Endangered Species Act

Wednesday, August 4, 2010 - 8:00pm


Ensure that the listing of endangered species and the designation of critical habitats are based upon sound science and balance the protection of endangered species with the costs of compliance and the rights of property owners.

Summary of the Issue

Three decades after implementation, the Endangered Species Act (ESA) has failed to achieve its purpose while simultaneously stifling economic development and burdening landowners. Its legacy has been to foster tremendous conflict with landowners and local communities that result, in many instances, with threatened species being subjected to more harm than help.

The ESA, which is jointly enforced by the U.S. Fish & Wildlife Service (FWS) and the National Marine Fisheries Service (NMFS), makes it illegal to "take" any threatened or endangered species without a permit. The FWS and NMFS use a broad definition of "take" to prohibit direct harm to any listed species and to prohibit the degradation of a species' significant habitat. This definition has enabled large areas of land and water to be designated as critical habitat for listed species and has resulted in significant disruption to commercial and agricultural development. In addition, private property owners who seek to comply with ESA regulations have difficulty because FWS regulations do not include adequate scientific criteria to determine whether a species is truly endangered. Furthermore, despite a requirement by the ESA, the FWS has not developed reasonable habitat conservation and recovery plans to revive threatened species.

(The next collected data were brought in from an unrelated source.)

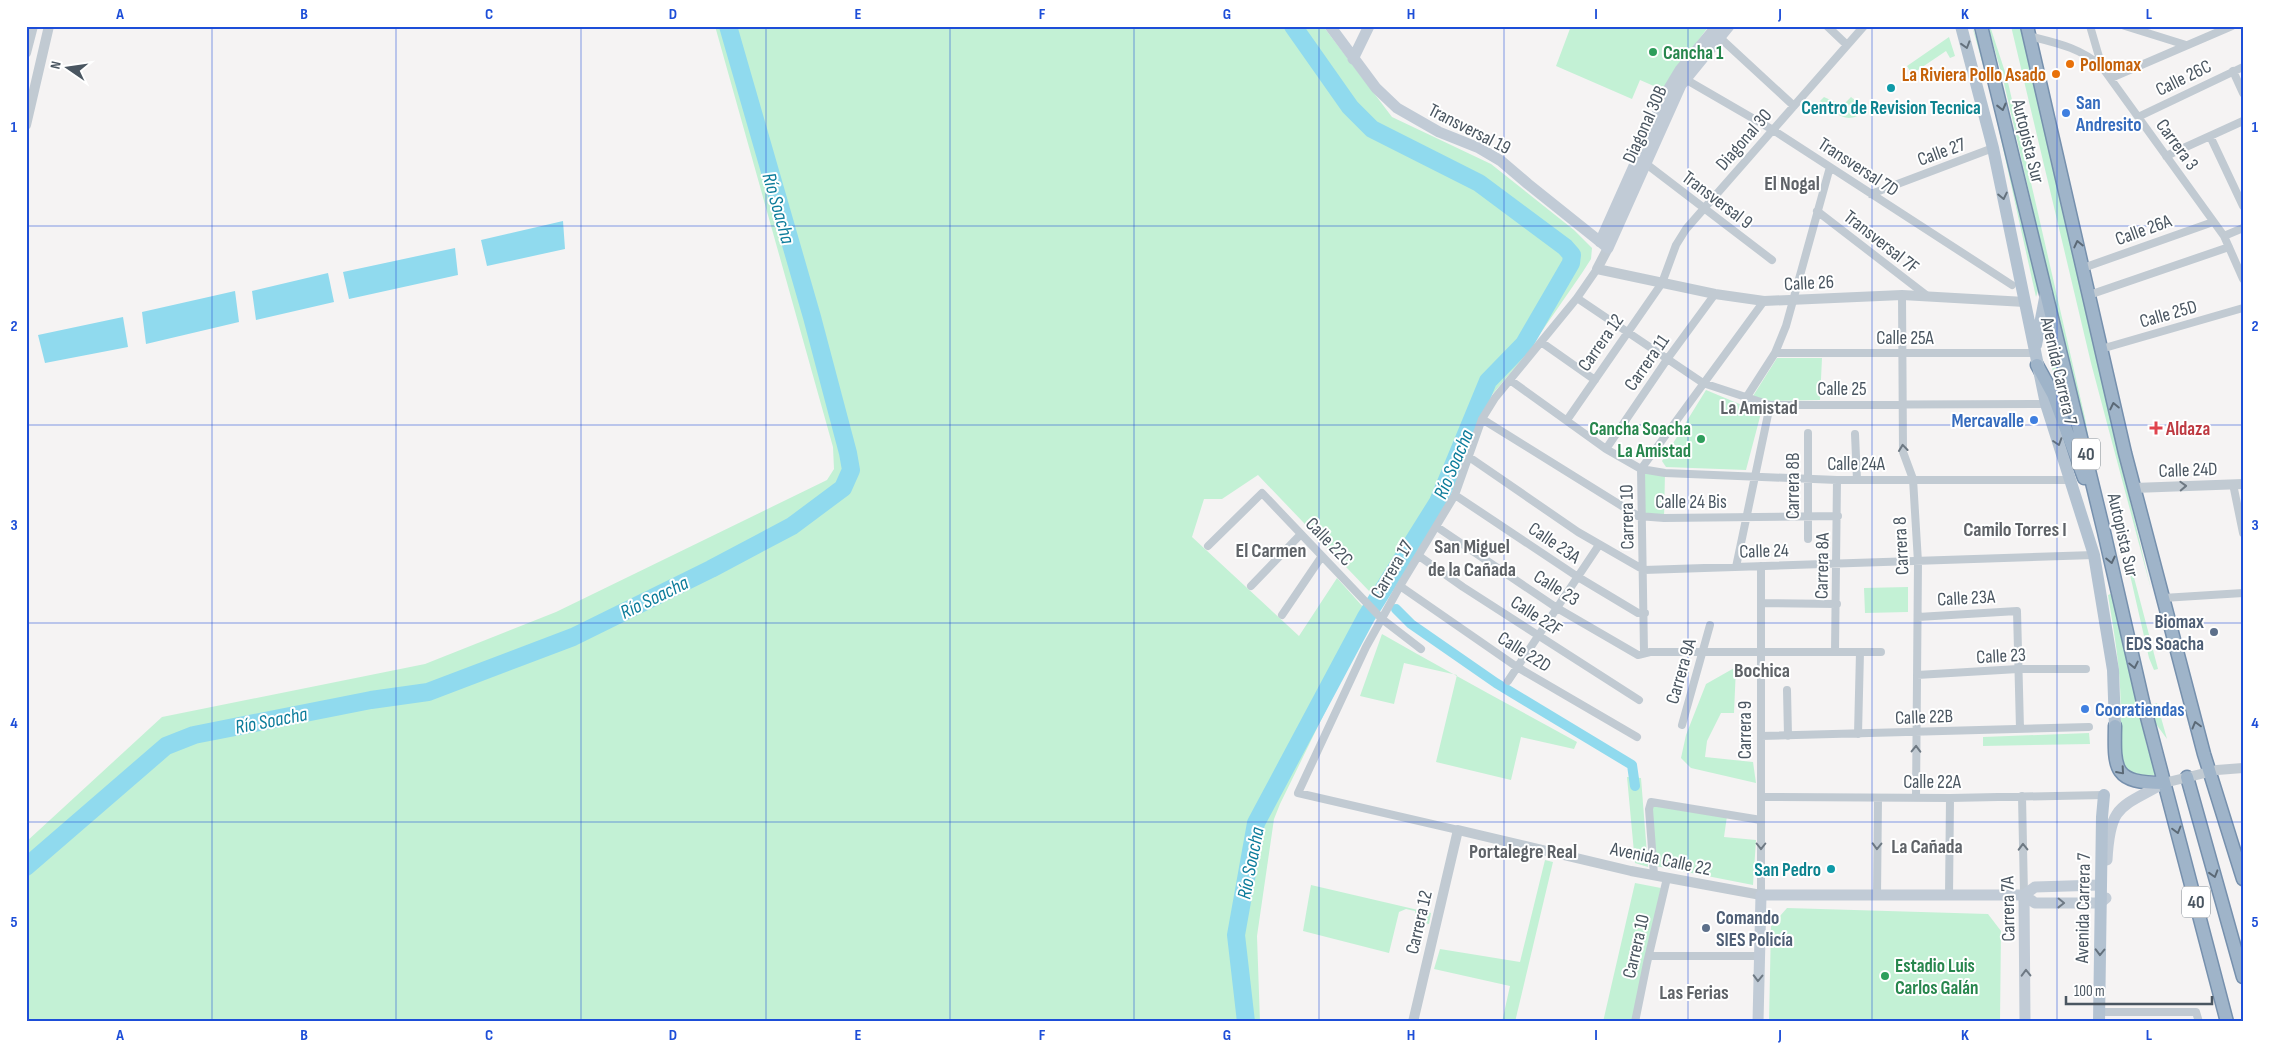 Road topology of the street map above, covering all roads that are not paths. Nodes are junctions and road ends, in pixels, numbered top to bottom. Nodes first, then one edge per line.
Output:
1 (33, 26) edge
2 (49, 26) edge
3 (1330, 26) edge
4 (1369, 26) edge
5 (1729, 26) edge
6 (1827, 26) edge
7 (1864, 26) edge
8 (1961, 26) edge
9 (1981, 26) edge
10 (2090, 26) edge
11 (2126, 26) edge
12 (2232, 26) edge
13 (2028, 31) edge
14 (1717, 32) edge
15 (1847, 45) junction
16 (2186, 45) junction
17 (26, 53) edge
18 (1353, 59) junction
19 (2243, 66) edge
20 (2102, 67) junction
21 (2232, 71) junction
22 (1685, 78) junction
23 (2111, 78) junction
24 (2243, 93) edge
25 (1794, 106) junction
26 (2138, 117) junction
27 (2243, 121) edge
28 (26, 125) edge
29 (1773, 130) junction
30 (2210, 136) junction
31 (1993, 148) junction
32 (2166, 156) junction
33 (1645, 163) junction
34 (1830, 167) junction
35 (1871, 194) junction
36 (2243, 206) edge
37 (1704, 208) junction
38 (1817, 212) junction
39 (2213, 222) junction
40 (2243, 228) edge
41 (2224, 236) junction
42 (1604, 245) junction
43 (2228, 247) junction
44 (1772, 260) dead end
45 (2083, 268) junction
46 (1597, 269) junction
47 (2243, 279) edge
48 (1662, 283) junction
49 (2012, 285) dead end
50 (2047, 291) junction
51 (1715, 294) junction
52 (1902, 295) junction
53 (1926, 295) junction
54 (2089, 295) junction
55 (1577, 298) junction
56 (1764, 301) junction
57 (1793, 301) junction
58 (2025, 302) junction
59 (2243, 308) edge
60 (1628, 332) junction
61 (1541, 342) junction
62 (2101, 349) junction
63 (1775, 353) junction
64 (1902, 353) junction
65 (1668, 358) junction
66 (2036, 359) junction
67 (1510, 380) junction
68 (1595, 380) junction
69 (1703, 383) junction
70 (1746, 398) junction
71 (1770, 404) junction
72 (1902, 404) junction
73 (2046, 404) junction
74 (1482, 419) junction
75 (1567, 420) junction
76 (1808, 433) dead end
77 (1855, 434) dead end
78 (1606, 449) junction
79 (1469, 457) junction
80 (1641, 469) junction
81 (1755, 476) junction
82 (1808, 479) junction
83 (1912, 479) junction
84 (1837, 480) junction
85 (1857, 480) junction
86 (2071, 480) junction
87 (2238, 484) edge
88 (2134, 488) junction
89 (1455, 495) junction
90 (1808, 516) junction
91 (1838, 516) junction
92 (1642, 517) junction
93 (1746, 517) junction
94 (1437, 527) junction
95 (2104, 532) junction
96 (2243, 532) edge
97 (1301, 534) junction
98 (1808, 539) dead end
99 (1599, 545) junction
100 (1208, 546) dead end
101 (2094, 555) junction
102 (1322, 556) junction
103 (1419, 556) junction
104 (1918, 562) junction
105 (1837, 564) junction
106 (1761, 566) junction
107 (1736, 567) junction
108 (1644, 570) junction
109 (1578, 577) junction
110 (1251, 586) dead end
111 (1400, 586) junction
112 (2243, 593) edge
113 (2163, 598) junction
114 (1761, 603) junction
115 (1837, 604) junction
116 (1557, 608) junction
117 (1641, 613) junction
118 (1282, 615) dead end
119 (1379, 616) junction
120 (1918, 616) junction
121 (1710, 625) dead end
122 (1539, 636) junction
123 (1421, 649) dead end
124 (1702, 652) junction
125 (1761, 652) junction
126 (1835, 652) junction
127 (1860, 652) junction
128 (1881, 652) dead end
129 (1641, 654) junction
130 (1518, 667) junction
131 (2018, 669) junction
132 (2086, 669) dead end
133 (1917, 675) junction
134 (1508, 681) dead end
135 (1787, 690) dead end
136 (1639, 700) dead end
137 (1682, 725) dead end
138 (2114, 726) joint
139 (2089, 727) dead end
140 (2020, 729) junction
141 (1916, 732) junction
142 (1858, 734) junction
143 (1761, 736) junction
144 (1788, 736) junction
145 (1637, 737) dead end
146 (2243, 768) edge
147 (2210, 772) junction
148 (2187, 777) junction
149 (2164, 783) junction
150 (1298, 793) joint
151 (2104, 795) joint
152 (2022, 796) junction
153 (1761, 797) junction
154 (1878, 798) junction
155 (1916, 798) junction
156 (1950, 798) junction
157 (1761, 820) junction
158 (1458, 830) junction
159 (1654, 875) junction
160 (1667, 878) junction
161 (2243, 879) edge
162 (2100, 885) junction
163 (1761, 895) junction
164 (2024, 895) junction
165 (1877, 896) junction
166 (1949, 896) junction
167 (2100, 903) junction
168 (1649, 956) junction
169 (1758, 956) junction
170 (2243, 977) edge
171 (2099, 1017) edge
172 (1413, 1022) edge
173 (1636, 1022) edge
174 (1758, 1022) edge
175 (2025, 1022) edge
176 (2199, 1022) edge
177 (2227, 1022) edge

1 - 17 street
2 - 28 street
3 - 18 main road, Transversal 19
4 - 18 main road
5 - 14 main road, Diagonal 30B
6 - 15 street
7 - 15 street, Diagonal 30
8 -> 31 main road, Avenida Carrera 7
9 -> 50 highway, Autopista Sur / 40
10 - 20 street, Carrera 3
11 - 16 street
12 - 16 street
13 - 20 street
45 -> 13 highway, Autopista Sur / 40
14 - 22 main road, Diagonal 30B
14 - 25 street
14 - 42 main road, Diagonal 30B
15 - 25 street, Diagonal 30
16 - 23 street
18 - 42 main road, Transversal 19
19 - 21 street, Calle 26C
20 - 23 street, Carrera 3
21 - 24 street
21 - 26 street, Calle 26C
22 - 29 street, Transversal 7D
22 - 33 main road, Diagonal 30B
23 - 26 street, Carrera 3
25 - 29 street, Diagonal 30
26 - 32 street, Carrera 3
27 - 30 street
29 - 34 street, Transversal 7D
29 - 37 street, Diagonal 30
30 - 32 street
30 - 36 street
31 - 35 street, Calle 27
31 -> 58 main road, Avenida Carrera 7
32 - 39 street, Carrera 3
33 - 37 street, Transversal 9
33 - 42 main road, Diagonal 30B
34 - 35 street, Transversal 7D
34 - 38 street
35 - 49 street, Transversal 7D
37 - 44 street, Transversal 9
37 - 48 street, Diagonal 30
38 - 53 street, Transversal 7F
38 - 57 street
39 - 41 street, Carrera 3
39 - 45 street, Calle 26A
40 - 41 street
41 - 43 street, Carrera 3
42 - 46 street, Carrera 17
43 - 47 street, Carrera 3
43 - 54 street
45 - 54 highway, Autopista Sur / 40
46 - 48 street, Calle 26
46 - 55 street, Carrera 17
48 - 51 street, Calle 26
48 - 60 street, Carrera 12
50 - 66 main road
50 - 95 highway, Autopista Sur / 40
51 - 56 street, Calle 26
51 - 65 street, Carrera 11
52 - 53 street, Calle 26
52 - 57 street, Calle 26
52 - 64 street, Carrera 8
53 - 58 street, Calle 26
54 - 62 highway, Autopista Sur / 40
55 - 60 street, Calle 25
55 - 61 street, Carrera 17
56 - 57 street, Calle 26
56 - 69 street, Carrera 10
57 - 63 street
58 - 66 main road, Avenida Carrera 7
59 - 62 street, Calle 25D
60 - 65 street, Calle 25
60 - 68 street, Carrera 12
61 - 67 street, Carrera 17
61 - 68 street
88 -> 62 highway, Autopista Sur / 40
63 - 64 street, Calle 25A
63 - 70 street
64 - 66 street, Calle 25A
64 - 72 street, Carrera 8
65 - 69 street, Calle 25
65 - 78 street, Carrera 11
66 - 73 main road, Avenida Carrera 7
66 - 95 highway
67 - 74 street, Carrera 17
67 - 75 street
68 - 75 street, Carrera 12
69 - 70 street, Calle 25
69 - 80 street, Carrera 10
70 - 71 street, Calle 25
71 - 72 street, Calle 25
71 - 81 street
72 - 73 street, Calle 25
83 -> 72 street, Carrera 8
73 -> 86 main road, Avenida Carrera 7
74 - 79 street, Carrera 17
74 - 92 street, Calle 24 Bis
75 - 78 street
76 - 82 street, Carrera 8B
77 - 85 street
78 - 80 street
79 - 89 street, Carrera 17
79 - 99 street
80 - 81 street, Calle 24A
80 - 92 street, Carrera 10
81 - 82 street, Calle 24A
81 - 93 street
82 - 84 street, Calle 24A
82 - 90 street, Carrera 8B
83 - 85 street, Calle 24A
83 - 86 street, Calle 24A
83 - 104 street, Carrera 8
84 - 85 street, Calle 24A
84 - 91 street, Carrera 8A
86 - 101 main road, Avenida Carrera 7
88 -> 87 street, Calle 24D
87 - 96 street
88 - 113 highway, Autopista Sur / 40
89 - 94 street, Carrera 17
89 - 109 street, Calle 23A
90 - 91 street, Calle 24 Bis
90 - 93 street, Calle 24 Bis
90 - 98 street, Carrera 8B
91 - 105 street, Carrera 8A
92 - 93 street, Calle 24 Bis
92 - 108 street, Carrera 10
93 - 107 street
94 - 103 street, Carrera 17
94 - 116 street, Calle 23
95 -> 149 highway, Autopista Sur / 40
97 - 100 street, Calle 22C
97 - 102 street, Calle 22C
97 - 110 street
99 - 108 street
99 - 109 street
101 - 104 street, Calle 24
101 - 138 main road, Avenida Carrera 7
102 - 118 street
102 - 119 street, Calle 22C
103 - 111 street, Carrera 17
103 - 122 street, Calle 22F
104 - 105 street, Calle 24
104 - 120 street, Carrera 8
105 - 106 street, Calle 24
105 - 115 street, Carrera 8A
106 - 107 street, Calle 24
106 - 114 street, Carrera 9
107 - 108 street, Calle 24
108 - 117 street, Carrera 10
109 - 116 street
109 - 117 street, Calle 23A
111 - 119 street, Carrera 17
111 - 130 street, Calle 22D
112 - 113 street
147 -> 113 highway, Autopista Sur / 40
114 - 115 street
114 - 125 street, Carrera 9
115 - 126 street, Carrera 8A
116 - 122 street
116 - 129 street, Calle 23
117 - 129 street, Carrera 10
119 - 123 street, Calle 22C
119 - 150 street, Carrera 17
120 - 131 street, Calle 23A
120 - 133 street, Carrera 8
121 - 124 street, Carrera 9A
122 - 130 street
122 - 136 street, Calle 22F
124 - 125 street
124 - 129 street
124 - 137 street, Carrera 9A
125 - 126 street
125 - 143 street, Carrera 9
126 - 127 street
127 - 128 street
127 - 142 street
130 - 134 street
130 - 145 street, Calle 22D
131 - 132 street, Calle 23
131 - 133 street, Calle 23
131 - 140 street
133 - 141 street, Carrera 8
135 - 144 street
138 -> 149 highway
139 - 140 street, Calle 22B
140 - 141 street, Calle 22B
141 - 142 street, Calle 22B
155 -> 141 street, Carrera 8
142 - 144 street, Calle 22B
143 - 144 street, Calle 22B
143 - 153 street, Carrera 9
146 - 147 street
147 - 148 street
147 - 161 highway, Autopista Sur / 40
148 - 149 street
148 -> 170 highway, 40
149 - 167 main road
149 -> 177 highway, Autopista Sur / 40
150 - 158 street, Avenida Calle 22
151 - 152 street, Calle 22A
151 - 162 main road, Avenida Carrera 7
152 - 156 street, Calle 22A
164 -> 152 street, Carrera 7A
153 - 154 street, Calle 22A
153 - 157 street, Carrera 9
154 - 155 street, Calle 22A
154 -> 165 street
155 - 156 street, Calle 22A
156 - 166 street
157 - 159 street
157 -> 163 street, Carrera 9
158 - 159 street, Avenida Calle 22
158 - 172 street, Carrera 12
159 - 160 street, Avenida Calle 22
160 - 163 street, Avenida Calle 22
160 - 168 street, Carrera 10
162 - 164 main road, Avenida Calle 22
162 - 167 main road, Avenida Carrera 7
163 - 165 main road, Avenida Calle 22
163 - 169 main road
164 - 166 main road, Avenida Calle 22
164 -> 167 main road, Avenida Calle 22
175 -> 164 main road, Carrera 7A
165 - 166 main road, Avenida Calle 22
167 -> 171 main road, Avenida Carrera 7
168 - 169 street
168 - 173 street, Carrera 10
169 -> 174 main road
171 - 176 street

As a result, the ESA has been a failure at protecting species. Of the 1,274 species that have been listed, only 40 have been removed from the list. 21 were deemed to have been erroneously listed, 9 are extinct, and only 10 have recovered, though the recovery of at least 8 of these species was due to factors other than the ESA.

U.S. Chamber Strategy

  • Seek the adoption of clear and objective standards for evaluating species listings and critical habitat designations under the ESA, including clear standards for using sound science, best available peer reviewed studies, and detailed cost-benefit considerations for the affected community.
  • Seek legislation to protect the rights of property owners impacted by ESA listings and critical habitat designations.
  • Advocate for legislation and regulations to require that economic analyses are completed before a species is listed as threatened or endangered, as required by the ESA.